● **WORK INSTRUCTION**
Set the entries down again exactly; none may be skipped.

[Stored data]
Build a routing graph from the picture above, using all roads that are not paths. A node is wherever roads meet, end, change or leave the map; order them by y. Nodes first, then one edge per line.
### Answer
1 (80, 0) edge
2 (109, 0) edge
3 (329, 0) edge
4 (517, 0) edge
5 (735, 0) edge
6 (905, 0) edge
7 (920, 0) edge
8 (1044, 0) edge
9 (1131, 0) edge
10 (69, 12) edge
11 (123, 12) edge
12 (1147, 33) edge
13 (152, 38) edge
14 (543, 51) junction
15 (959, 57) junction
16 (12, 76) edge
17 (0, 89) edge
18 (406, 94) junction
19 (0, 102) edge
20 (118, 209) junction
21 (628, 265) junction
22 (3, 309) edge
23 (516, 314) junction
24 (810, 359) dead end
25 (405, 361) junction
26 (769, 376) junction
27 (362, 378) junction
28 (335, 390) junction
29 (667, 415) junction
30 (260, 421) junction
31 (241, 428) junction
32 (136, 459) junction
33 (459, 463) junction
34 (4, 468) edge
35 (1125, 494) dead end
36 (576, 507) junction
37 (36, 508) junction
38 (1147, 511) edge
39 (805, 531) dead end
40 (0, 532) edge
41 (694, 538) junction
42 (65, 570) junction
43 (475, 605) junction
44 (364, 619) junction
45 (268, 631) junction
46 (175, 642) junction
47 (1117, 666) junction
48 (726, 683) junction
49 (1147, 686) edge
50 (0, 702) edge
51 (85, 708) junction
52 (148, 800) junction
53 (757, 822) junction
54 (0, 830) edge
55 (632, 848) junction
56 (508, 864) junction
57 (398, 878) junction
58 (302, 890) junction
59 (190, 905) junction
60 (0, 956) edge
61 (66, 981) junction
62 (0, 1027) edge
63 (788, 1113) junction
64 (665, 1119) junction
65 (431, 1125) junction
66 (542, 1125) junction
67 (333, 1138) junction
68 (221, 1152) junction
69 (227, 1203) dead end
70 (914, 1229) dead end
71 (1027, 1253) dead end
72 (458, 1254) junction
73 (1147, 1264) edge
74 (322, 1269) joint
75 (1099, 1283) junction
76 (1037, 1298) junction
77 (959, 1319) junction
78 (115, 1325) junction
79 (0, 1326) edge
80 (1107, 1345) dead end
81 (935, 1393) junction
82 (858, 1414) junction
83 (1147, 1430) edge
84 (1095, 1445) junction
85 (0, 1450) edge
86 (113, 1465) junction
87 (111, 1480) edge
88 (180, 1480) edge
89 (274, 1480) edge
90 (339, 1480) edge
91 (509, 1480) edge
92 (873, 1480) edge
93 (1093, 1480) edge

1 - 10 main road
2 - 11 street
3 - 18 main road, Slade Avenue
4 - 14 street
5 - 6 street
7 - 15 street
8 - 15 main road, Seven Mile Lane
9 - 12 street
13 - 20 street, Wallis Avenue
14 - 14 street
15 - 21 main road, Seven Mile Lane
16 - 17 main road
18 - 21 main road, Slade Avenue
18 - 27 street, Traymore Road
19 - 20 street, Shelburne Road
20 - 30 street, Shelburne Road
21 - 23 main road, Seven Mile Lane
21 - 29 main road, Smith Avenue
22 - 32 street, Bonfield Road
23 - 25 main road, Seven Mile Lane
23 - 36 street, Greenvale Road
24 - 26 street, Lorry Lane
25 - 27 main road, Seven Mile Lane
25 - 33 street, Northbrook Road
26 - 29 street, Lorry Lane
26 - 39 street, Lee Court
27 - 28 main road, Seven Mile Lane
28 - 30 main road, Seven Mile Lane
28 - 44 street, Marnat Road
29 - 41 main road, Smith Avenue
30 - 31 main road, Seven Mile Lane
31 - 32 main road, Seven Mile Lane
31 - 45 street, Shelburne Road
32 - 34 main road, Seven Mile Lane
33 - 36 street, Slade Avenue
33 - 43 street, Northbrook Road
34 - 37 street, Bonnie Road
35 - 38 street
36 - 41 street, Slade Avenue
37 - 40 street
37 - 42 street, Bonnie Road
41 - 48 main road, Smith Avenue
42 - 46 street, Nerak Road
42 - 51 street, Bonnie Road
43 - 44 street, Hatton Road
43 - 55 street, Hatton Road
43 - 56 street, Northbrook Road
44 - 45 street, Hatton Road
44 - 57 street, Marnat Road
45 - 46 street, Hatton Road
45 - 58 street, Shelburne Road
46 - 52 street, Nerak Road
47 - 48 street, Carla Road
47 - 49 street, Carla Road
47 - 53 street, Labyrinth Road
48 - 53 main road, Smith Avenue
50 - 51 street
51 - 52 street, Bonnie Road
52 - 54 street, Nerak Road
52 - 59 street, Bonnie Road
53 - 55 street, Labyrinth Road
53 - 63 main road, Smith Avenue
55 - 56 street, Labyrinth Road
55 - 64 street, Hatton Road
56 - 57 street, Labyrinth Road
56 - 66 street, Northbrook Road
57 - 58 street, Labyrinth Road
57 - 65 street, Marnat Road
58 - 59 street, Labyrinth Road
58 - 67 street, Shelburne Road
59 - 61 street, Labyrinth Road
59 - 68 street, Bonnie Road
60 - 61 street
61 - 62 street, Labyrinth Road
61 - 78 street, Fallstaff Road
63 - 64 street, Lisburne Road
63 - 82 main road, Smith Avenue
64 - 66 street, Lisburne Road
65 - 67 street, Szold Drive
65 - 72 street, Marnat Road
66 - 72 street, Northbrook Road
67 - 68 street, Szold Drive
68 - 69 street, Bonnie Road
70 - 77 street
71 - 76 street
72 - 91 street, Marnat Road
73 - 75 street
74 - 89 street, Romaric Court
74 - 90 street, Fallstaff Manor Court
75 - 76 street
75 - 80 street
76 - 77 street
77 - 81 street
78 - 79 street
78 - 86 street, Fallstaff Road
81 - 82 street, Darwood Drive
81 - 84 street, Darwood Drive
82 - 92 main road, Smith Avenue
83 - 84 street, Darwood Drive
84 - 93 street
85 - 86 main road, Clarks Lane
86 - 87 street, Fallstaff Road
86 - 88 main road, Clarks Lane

● **RESULT OF THIS TASK**
Build a routing graph from the picture above, using all roads that are not paths. A node is wherever roads meet, end, change or leave the map; order them by y. Nodes first, then one edge per line.
### Answer
1 (80, 0) edge
2 (109, 0) edge
3 (329, 0) edge
4 (517, 0) edge
5 (735, 0) edge
6 (905, 0) edge
7 (920, 0) edge
8 (1044, 0) edge
9 (1131, 0) edge
10 (69, 12) edge
11 (123, 12) edge
12 (1147, 33) edge
13 (152, 38) edge
14 (543, 51) junction
15 (959, 57) junction
16 (12, 76) edge
17 (0, 89) edge
18 (406, 94) junction
19 (0, 102) edge
20 (118, 209) junction
21 (628, 265) junction
22 (3, 309) edge
23 (516, 314) junction
24 (810, 359) dead end
25 (405, 361) junction
26 (769, 376) junction
27 (362, 378) junction
28 (335, 390) junction
29 (667, 415) junction
30 (260, 421) junction
31 (241, 428) junction
32 (136, 459) junction
33 (459, 463) junction
34 (4, 468) edge
35 (1125, 494) dead end
36 (576, 507) junction
37 (36, 508) junction
38 (1147, 511) edge
39 (805, 531) dead end
40 (0, 532) edge
41 (694, 538) junction
42 (65, 570) junction
43 (475, 605) junction
44 (364, 619) junction
45 (268, 631) junction
46 (175, 642) junction
47 (1117, 666) junction
48 (726, 683) junction
49 (1147, 686) edge
50 (0, 702) edge
51 (85, 708) junction
52 (148, 800) junction
53 (757, 822) junction
54 (0, 830) edge
55 (632, 848) junction
56 (508, 864) junction
57 (398, 878) junction
58 (302, 890) junction
59 (190, 905) junction
60 (0, 956) edge
61 (66, 981) junction
62 (0, 1027) edge
63 (788, 1113) junction
64 (665, 1119) junction
65 (431, 1125) junction
66 (542, 1125) junction
67 (333, 1138) junction
68 (221, 1152) junction
69 (227, 1203) dead end
70 (914, 1229) dead end
71 (1027, 1253) dead end
72 (458, 1254) junction
73 (1147, 1264) edge
74 (322, 1269) joint
75 (1099, 1283) junction
76 (1037, 1298) junction
77 (959, 1319) junction
78 (115, 1325) junction
79 (0, 1326) edge
80 (1107, 1345) dead end
81 (935, 1393) junction
82 (858, 1414) junction
83 (1147, 1430) edge
84 (1095, 1445) junction
85 (0, 1450) edge
86 (113, 1465) junction
87 (111, 1480) edge
88 (180, 1480) edge
89 (274, 1480) edge
90 (339, 1480) edge
91 (509, 1480) edge
92 (873, 1480) edge
93 (1093, 1480) edge

1 - 10 main road
2 - 11 street
3 - 18 main road, Slade Avenue
4 - 14 street
5 - 6 street
7 - 15 street
8 - 15 main road, Seven Mile Lane
9 - 12 street
13 - 20 street, Wallis Avenue
14 - 14 street
15 - 21 main road, Seven Mile Lane
16 - 17 main road
18 - 21 main road, Slade Avenue
18 - 27 street, Traymore Road
19 - 20 street, Shelburne Road
20 - 30 street, Shelburne Road
21 - 23 main road, Seven Mile Lane
21 - 29 main road, Smith Avenue
22 - 32 street, Bonfield Road
23 - 25 main road, Seven Mile Lane
23 - 36 street, Greenvale Road
24 - 26 street, Lorry Lane
25 - 27 main road, Seven Mile Lane
25 - 33 street, Northbrook Road
26 - 29 street, Lorry Lane
26 - 39 street, Lee Court
27 - 28 main road, Seven Mile Lane
28 - 30 main road, Seven Mile Lane
28 - 44 street, Marnat Road
29 - 41 main road, Smith Avenue
30 - 31 main road, Seven Mile Lane
31 - 32 main road, Seven Mile Lane
31 - 45 street, Shelburne Road
32 - 34 main road, Seven Mile Lane
33 - 36 street, Slade Avenue
33 - 43 street, Northbrook Road
34 - 37 street, Bonnie Road
35 - 38 street
36 - 41 street, Slade Avenue
37 - 40 street
37 - 42 street, Bonnie Road
41 - 48 main road, Smith Avenue
42 - 46 street, Nerak Road
42 - 51 street, Bonnie Road
43 - 44 street, Hatton Road
43 - 55 street, Hatton Road
43 - 56 street, Northbrook Road
44 - 45 street, Hatton Road
44 - 57 street, Marnat Road
45 - 46 street, Hatton Road
45 - 58 street, Shelburne Road
46 - 52 street, Nerak Road
47 - 48 street, Carla Road
47 - 49 street, Carla Road
47 - 53 street, Labyrinth Road
48 - 53 main road, Smith Avenue
50 - 51 street
51 - 52 street, Bonnie Road
52 - 54 street, Nerak Road
52 - 59 street, Bonnie Road
53 - 55 street, Labyrinth Road
53 - 63 main road, Smith Avenue
55 - 56 street, Labyrinth Road
55 - 64 street, Hatton Road
56 - 57 street, Labyrinth Road
56 - 66 street, Northbrook Road
57 - 58 street, Labyrinth Road
57 - 65 street, Marnat Road
58 - 59 street, Labyrinth Road
58 - 67 street, Shelburne Road
59 - 61 street, Labyrinth Road
59 - 68 street, Bonnie Road
60 - 61 street
61 - 62 street, Labyrinth Road
61 - 78 street, Fallstaff Road
63 - 64 street, Lisburne Road
63 - 82 main road, Smith Avenue
64 - 66 street, Lisburne Road
65 - 67 street, Szold Drive
65 - 72 street, Marnat Road
66 - 72 street, Northbrook Road
67 - 68 street, Szold Drive
68 - 69 street, Bonnie Road
70 - 77 street
71 - 76 street
72 - 91 street, Marnat Road
73 - 75 street
74 - 89 street, Romaric Court
74 - 90 street, Fallstaff Manor Court
75 - 76 street
75 - 80 street
76 - 77 street
77 - 81 street
78 - 79 street
78 - 86 street, Fallstaff Road
81 - 82 street, Darwood Drive
81 - 84 street, Darwood Drive
82 - 92 main road, Smith Avenue
83 - 84 street, Darwood Drive
84 - 93 street
85 - 86 main road, Clarks Lane
86 - 87 street, Fallstaff Road
86 - 88 main road, Clarks Lane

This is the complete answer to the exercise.